Estate Planning is a Process
Many people think of estate planning as a life event. You spend some time with your estate planning attorney and talk about your goals, plans, dreams, and fears for the future. Then your attorney helps you decide exactly what form your estate plan should take, draws up all the right paperwork for you to sign, and voila! Your estate plan is “finished.”
Reality is not quite that simple. Estate planning is more of a process than an event. Putting together an initial plan is the essential first step, but life and laws keep changing after you put your estate plan in place. Therefore, you need periodic estate planning reviews and updates to keep pace with the changes going on around you.
So when should you contact your estate planning attorney and schedule a review appointment?
Marriage, Divorce, or Remarriage
Major milestones in your life, like getting married, divorced, or remarried, call for a review of your estate plan. You’ll want to take a close look at your Will or Trust to make sure the people you’ve designated to serve as fiduciaries, such as your Executor or Trustee, are still the people you want to hold those important positions.
This is also the time to take a fresh look at the people whom you have designated as beneficiaries. For example, if you are newly married but your Will says all your assets should go to your college sweetheart – whom you haven’t seen in five years – you’ll likely want to make some changes.
It is important to review your entire estate plan, including the beneficiary designations for your life insurance policy and your retirement, investment, and bank accounts, as well as your powers of attorney for healthcare and financial matters. Getting married or divorced does not necessarily mean that these designations are automatically cancelled or changed.

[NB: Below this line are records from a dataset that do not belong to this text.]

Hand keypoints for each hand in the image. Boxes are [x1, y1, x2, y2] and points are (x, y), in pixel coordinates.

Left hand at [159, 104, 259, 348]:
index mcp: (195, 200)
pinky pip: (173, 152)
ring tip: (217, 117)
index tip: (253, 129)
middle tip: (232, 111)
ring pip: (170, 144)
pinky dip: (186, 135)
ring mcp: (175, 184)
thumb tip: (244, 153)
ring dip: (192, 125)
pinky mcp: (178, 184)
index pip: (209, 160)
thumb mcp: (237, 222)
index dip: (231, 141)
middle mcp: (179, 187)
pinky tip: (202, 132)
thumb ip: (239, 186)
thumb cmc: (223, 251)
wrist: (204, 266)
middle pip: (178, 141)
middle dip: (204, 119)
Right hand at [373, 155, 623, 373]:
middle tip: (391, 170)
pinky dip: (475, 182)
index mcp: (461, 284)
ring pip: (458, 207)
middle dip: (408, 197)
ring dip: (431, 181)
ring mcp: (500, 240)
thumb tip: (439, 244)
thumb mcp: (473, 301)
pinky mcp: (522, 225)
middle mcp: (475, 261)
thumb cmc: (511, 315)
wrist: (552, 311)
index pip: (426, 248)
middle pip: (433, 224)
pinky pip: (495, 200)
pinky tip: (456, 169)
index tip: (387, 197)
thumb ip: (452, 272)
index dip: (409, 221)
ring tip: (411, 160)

If you remarry, after a divorce or the death of a spouse, and you and/or your new spouse have children from a prior marriage or relationship, working with an estate planning attorney is essential to navigating the complexities of blended families.
Birth or Adoption of a New Child or Grandchild
Welcoming a new child or grandchild into your family is not only a joyous occasion, it is also a time to update your estate plan. If you are the proud parent, you will want to take these steps:
If the new bundle of joy is your grandchild, updating your estate plan is likely a little easier. In most cases, you’ll simply need to decide whether to add your grandchild as a beneficiary, and decide what portion of your estate your grandchild will inherit.

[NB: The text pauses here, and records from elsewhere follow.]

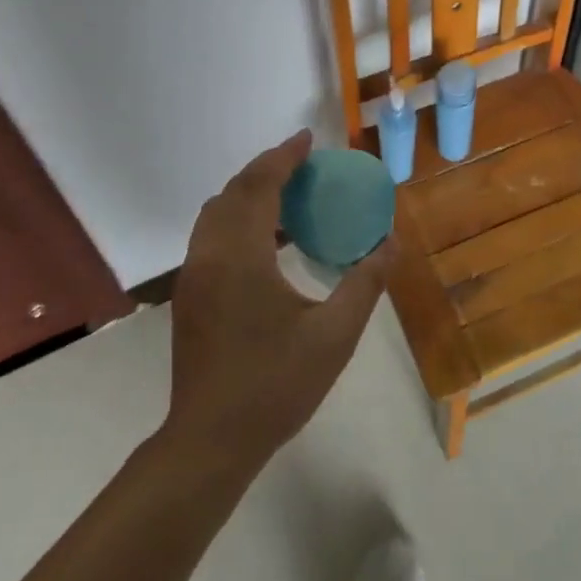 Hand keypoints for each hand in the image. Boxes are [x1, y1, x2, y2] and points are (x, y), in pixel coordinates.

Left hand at [165, 130, 389, 473]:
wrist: (209, 441)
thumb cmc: (274, 385)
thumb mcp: (334, 336)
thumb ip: (365, 283)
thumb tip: (391, 242)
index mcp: (240, 256)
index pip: (259, 186)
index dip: (284, 157)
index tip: (308, 139)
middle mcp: (209, 255)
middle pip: (234, 192)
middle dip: (267, 169)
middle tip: (304, 164)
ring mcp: (193, 276)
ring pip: (216, 213)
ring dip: (249, 193)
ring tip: (289, 195)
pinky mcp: (189, 295)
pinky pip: (212, 235)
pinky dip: (237, 218)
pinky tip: (268, 240)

Your financial outlook today might be very different than it was when you first created your estate plan. This may be particularly true if your initial estate plan was a “basic” plan, created when you were just starting your family. If years have gone by and your children have grown into teenagers or young adults, your assets may have grown significantly as well. This may also be true if you received an inheritance.

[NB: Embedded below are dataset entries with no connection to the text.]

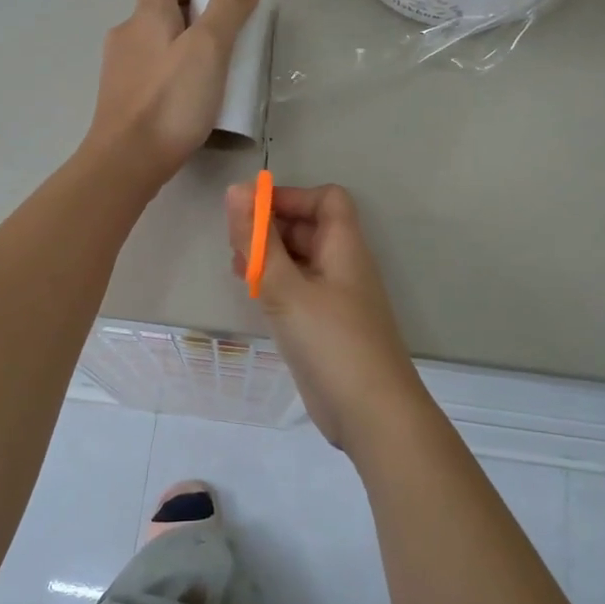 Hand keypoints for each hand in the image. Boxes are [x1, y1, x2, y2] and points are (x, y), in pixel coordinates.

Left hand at [86, 0, 262, 186]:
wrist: (126, 161)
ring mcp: (117, 72)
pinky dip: (167, 85)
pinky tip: (185, 110)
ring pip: (153, 50)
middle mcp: (125, 36)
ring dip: (179, 57)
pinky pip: (147, 80)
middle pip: (158, 14)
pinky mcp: (118, 103)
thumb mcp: (209, 49)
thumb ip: (229, 7)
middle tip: (221, 52)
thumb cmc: (170, 101)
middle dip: (191, 25)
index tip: (217, 12)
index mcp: (145, 15)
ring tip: (207, 85)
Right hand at [226, 181, 428, 451]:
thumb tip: (236, 190)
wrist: (370, 412)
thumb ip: (258, 242)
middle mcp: (343, 266)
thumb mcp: (286, 289)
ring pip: (301, 261)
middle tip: (234, 243)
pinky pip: (299, 291)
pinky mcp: (326, 327)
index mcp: (344, 247)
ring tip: (236, 269)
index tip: (252, 212)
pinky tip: (252, 297)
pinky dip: (275, 286)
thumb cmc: (331, 341)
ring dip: (270, 257)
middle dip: (271, 228)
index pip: (326, 199)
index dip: (290, 197)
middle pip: (310, 228)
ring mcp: (336, 298)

A growth in asset values can call for a number of changes to your estate plan, including the incorporation of additional planning techniques. Your old, basic plan may not be enough. This is particularly true if you are concerned about tax planning, want to use your estate plan to give to charity, or want to change the way in which your assets are distributed to your beneficiaries.
Even if your overall net worth has not changed significantly, the sale or purchase of a major asset, such as real estate, can call for a meeting with your estate planning attorney – particularly if you have a Living Trust. It is easy to make the mistake of not properly titling your assets into your Trust. Refinancing real estate can also affect the correct titling of property. Your estate planning attorney can help you determine which of your assets belong in your Trust, and which do not.
Increased Home Values
When it comes to estate planning, people tend to underestimate the significance of their family’s home. Often, this is one of the family’s largest assets. Consider this scenario:
Bob and Mary bought their home thirty years ago, when their two children were in elementary school. At that time, the house was worth $150,000. They also owned about $150,000 worth of stock in the company Bob worked for. The couple created an estate plan that left the house to their son and the stock to their daughter. At the time, this was an equal division of the couple’s two major assets.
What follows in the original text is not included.